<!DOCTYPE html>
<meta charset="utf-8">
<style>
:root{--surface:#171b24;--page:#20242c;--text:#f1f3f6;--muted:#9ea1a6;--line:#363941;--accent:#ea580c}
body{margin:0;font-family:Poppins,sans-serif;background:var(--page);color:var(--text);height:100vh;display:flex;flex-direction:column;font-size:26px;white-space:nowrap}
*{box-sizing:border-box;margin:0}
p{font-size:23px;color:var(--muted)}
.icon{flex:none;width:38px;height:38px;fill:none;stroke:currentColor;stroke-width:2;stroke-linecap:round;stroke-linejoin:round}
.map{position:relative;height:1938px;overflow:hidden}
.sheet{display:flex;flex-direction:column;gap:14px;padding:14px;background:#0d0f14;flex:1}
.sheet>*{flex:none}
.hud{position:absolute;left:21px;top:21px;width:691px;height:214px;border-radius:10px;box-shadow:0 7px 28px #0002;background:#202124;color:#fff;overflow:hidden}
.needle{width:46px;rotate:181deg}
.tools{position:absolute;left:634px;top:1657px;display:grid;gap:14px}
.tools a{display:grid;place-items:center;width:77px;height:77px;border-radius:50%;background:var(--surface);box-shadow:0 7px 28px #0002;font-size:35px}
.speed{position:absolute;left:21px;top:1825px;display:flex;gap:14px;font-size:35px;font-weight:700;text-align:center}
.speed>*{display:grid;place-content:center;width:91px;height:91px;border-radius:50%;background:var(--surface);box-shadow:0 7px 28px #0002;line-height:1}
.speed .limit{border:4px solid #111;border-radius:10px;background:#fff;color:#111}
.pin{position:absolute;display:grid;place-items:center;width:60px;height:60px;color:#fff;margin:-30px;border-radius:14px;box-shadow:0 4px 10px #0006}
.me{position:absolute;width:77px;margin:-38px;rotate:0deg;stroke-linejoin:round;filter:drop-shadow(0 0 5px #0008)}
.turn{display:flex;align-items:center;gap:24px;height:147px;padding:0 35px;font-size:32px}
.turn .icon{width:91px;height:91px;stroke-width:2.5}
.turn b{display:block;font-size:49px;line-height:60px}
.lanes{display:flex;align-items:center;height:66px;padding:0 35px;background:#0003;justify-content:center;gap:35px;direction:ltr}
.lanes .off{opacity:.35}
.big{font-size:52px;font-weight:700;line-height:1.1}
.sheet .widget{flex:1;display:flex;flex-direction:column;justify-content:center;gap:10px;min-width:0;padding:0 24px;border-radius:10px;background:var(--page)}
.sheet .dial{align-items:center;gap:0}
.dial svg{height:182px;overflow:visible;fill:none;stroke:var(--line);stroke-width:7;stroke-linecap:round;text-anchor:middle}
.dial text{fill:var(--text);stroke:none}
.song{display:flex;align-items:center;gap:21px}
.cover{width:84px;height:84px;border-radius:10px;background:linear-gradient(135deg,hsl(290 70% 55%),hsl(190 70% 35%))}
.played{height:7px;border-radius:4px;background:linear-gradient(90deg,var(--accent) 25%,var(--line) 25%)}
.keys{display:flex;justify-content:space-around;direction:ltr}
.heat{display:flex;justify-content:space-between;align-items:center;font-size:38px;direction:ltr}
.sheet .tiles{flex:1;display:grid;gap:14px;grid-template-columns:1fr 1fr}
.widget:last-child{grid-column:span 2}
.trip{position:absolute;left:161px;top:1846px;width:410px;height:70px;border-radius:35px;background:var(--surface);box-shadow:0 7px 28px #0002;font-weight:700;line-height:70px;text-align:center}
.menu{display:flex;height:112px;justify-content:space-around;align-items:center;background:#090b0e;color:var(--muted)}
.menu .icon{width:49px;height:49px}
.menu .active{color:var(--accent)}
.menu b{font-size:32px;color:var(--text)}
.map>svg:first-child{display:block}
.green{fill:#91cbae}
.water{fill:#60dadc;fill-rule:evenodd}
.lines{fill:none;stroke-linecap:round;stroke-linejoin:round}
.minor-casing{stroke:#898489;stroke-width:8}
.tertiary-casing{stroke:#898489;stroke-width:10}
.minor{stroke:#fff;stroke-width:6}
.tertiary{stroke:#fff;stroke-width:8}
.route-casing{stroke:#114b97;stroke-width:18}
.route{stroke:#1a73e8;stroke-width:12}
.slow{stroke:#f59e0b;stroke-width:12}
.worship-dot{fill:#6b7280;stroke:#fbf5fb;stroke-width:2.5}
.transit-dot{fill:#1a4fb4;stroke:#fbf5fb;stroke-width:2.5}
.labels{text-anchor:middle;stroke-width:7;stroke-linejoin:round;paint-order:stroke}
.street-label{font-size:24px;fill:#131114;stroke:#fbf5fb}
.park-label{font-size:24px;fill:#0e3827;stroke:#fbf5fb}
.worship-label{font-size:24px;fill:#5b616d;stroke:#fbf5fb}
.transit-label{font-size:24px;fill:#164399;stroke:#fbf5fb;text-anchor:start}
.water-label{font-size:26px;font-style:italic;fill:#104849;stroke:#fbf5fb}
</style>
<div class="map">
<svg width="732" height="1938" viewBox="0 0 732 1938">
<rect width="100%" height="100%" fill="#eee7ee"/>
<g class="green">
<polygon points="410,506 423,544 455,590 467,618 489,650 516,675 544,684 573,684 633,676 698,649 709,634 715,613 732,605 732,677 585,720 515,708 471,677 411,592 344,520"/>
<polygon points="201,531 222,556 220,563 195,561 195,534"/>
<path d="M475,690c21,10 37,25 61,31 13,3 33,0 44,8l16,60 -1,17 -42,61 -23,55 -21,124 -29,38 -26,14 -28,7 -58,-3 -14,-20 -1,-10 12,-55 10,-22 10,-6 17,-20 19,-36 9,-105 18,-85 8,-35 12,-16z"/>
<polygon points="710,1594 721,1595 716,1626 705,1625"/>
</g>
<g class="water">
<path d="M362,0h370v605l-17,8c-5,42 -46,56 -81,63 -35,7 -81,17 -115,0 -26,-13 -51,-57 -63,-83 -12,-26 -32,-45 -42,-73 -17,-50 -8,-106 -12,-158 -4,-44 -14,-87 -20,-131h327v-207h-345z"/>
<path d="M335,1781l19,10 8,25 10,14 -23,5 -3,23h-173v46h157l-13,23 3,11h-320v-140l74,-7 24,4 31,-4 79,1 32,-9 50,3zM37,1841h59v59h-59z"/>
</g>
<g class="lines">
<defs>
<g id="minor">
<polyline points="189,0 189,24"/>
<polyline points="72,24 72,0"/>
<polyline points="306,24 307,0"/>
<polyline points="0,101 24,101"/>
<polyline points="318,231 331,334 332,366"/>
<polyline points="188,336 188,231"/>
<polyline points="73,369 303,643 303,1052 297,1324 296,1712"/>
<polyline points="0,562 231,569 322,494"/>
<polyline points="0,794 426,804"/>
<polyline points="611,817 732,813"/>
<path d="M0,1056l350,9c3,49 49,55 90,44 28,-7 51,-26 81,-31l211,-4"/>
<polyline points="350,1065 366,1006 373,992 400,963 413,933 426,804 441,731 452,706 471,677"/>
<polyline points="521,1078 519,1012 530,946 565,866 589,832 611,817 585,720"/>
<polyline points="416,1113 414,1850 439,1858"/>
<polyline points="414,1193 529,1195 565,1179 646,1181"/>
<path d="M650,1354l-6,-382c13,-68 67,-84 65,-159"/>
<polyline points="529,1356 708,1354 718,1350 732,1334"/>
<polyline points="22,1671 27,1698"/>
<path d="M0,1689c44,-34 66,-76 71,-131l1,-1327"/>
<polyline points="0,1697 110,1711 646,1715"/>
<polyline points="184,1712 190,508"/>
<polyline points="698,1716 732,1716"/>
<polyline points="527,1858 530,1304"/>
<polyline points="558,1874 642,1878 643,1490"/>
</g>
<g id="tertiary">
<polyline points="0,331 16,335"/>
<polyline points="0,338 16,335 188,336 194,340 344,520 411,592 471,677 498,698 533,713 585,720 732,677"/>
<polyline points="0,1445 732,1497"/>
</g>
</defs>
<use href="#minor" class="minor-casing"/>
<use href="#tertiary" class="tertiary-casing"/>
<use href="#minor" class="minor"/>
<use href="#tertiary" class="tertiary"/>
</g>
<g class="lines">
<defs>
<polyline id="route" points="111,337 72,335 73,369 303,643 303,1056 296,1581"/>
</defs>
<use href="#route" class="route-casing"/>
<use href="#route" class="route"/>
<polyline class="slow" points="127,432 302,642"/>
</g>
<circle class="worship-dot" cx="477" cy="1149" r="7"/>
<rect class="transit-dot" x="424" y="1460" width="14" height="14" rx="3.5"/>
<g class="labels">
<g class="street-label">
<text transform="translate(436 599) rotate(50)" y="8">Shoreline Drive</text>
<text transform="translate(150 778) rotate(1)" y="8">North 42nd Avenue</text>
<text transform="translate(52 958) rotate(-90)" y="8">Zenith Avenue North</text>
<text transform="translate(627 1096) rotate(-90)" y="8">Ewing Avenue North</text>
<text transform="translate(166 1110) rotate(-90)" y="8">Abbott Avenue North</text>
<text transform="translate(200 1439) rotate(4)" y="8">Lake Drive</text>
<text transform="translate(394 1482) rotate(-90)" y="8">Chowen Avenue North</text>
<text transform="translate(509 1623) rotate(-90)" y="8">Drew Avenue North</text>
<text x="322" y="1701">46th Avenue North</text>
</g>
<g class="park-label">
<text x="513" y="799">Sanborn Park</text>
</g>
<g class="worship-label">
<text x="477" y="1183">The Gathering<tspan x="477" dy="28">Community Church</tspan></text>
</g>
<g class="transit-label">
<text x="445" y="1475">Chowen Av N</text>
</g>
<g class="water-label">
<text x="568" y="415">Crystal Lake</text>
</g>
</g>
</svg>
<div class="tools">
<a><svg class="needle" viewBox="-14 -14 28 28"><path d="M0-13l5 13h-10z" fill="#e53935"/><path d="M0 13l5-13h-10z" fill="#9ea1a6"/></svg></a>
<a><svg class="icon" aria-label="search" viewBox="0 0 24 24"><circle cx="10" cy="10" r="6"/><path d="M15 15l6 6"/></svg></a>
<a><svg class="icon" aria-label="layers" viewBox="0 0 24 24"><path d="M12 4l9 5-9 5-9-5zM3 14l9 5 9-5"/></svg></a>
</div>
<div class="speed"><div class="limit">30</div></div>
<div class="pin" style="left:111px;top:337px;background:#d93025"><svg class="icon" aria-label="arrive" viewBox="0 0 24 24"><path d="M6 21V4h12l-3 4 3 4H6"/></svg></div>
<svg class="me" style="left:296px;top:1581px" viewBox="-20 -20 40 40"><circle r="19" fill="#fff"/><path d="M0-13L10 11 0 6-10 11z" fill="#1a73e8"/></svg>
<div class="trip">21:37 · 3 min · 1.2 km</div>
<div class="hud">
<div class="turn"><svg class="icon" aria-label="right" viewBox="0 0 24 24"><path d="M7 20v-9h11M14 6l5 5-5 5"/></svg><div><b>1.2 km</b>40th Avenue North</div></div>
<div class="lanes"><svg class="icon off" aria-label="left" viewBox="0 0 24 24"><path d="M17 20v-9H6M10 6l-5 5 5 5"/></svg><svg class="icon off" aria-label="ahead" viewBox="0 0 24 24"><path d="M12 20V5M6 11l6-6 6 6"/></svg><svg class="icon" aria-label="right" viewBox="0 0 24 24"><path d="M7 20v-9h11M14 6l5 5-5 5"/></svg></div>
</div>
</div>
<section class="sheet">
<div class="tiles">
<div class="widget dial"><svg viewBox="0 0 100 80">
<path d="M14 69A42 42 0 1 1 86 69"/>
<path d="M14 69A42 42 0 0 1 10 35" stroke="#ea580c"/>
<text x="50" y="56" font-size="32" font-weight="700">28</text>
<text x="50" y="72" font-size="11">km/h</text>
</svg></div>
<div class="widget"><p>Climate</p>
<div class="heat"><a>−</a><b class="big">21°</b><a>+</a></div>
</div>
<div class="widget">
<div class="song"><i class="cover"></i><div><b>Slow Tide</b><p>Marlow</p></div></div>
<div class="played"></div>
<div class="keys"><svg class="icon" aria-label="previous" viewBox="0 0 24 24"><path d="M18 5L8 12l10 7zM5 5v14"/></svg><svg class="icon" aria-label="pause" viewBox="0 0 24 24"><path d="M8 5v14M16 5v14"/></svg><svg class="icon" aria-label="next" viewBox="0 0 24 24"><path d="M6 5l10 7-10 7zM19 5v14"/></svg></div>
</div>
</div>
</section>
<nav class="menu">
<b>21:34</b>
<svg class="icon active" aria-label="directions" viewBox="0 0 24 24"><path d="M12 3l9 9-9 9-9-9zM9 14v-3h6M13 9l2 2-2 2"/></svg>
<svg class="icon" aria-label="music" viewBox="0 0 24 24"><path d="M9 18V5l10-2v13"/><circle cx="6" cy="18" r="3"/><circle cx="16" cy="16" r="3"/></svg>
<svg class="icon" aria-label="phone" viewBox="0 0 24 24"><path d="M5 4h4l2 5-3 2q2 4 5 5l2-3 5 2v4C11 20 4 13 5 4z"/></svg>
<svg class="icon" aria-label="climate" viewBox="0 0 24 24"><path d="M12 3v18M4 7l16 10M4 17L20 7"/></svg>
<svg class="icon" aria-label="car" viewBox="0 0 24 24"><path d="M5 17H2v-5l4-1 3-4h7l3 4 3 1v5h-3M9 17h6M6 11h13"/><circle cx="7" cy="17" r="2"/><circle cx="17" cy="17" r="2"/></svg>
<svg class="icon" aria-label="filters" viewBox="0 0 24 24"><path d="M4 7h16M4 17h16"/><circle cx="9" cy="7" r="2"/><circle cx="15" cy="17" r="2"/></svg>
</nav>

Directions for this task.
Which lines in the data hold the string "linear"? Copy each of them.

Finished task.
.cover{width:84px;height:84px;border-radius:10px;background:linear-gradient(135deg,hsl(290 70% 55%),hsl(190 70% 35%))}
.played{height:7px;border-radius:4px;background:linear-gradient(90deg,var(--accent) 25%,var(--line) 25%)}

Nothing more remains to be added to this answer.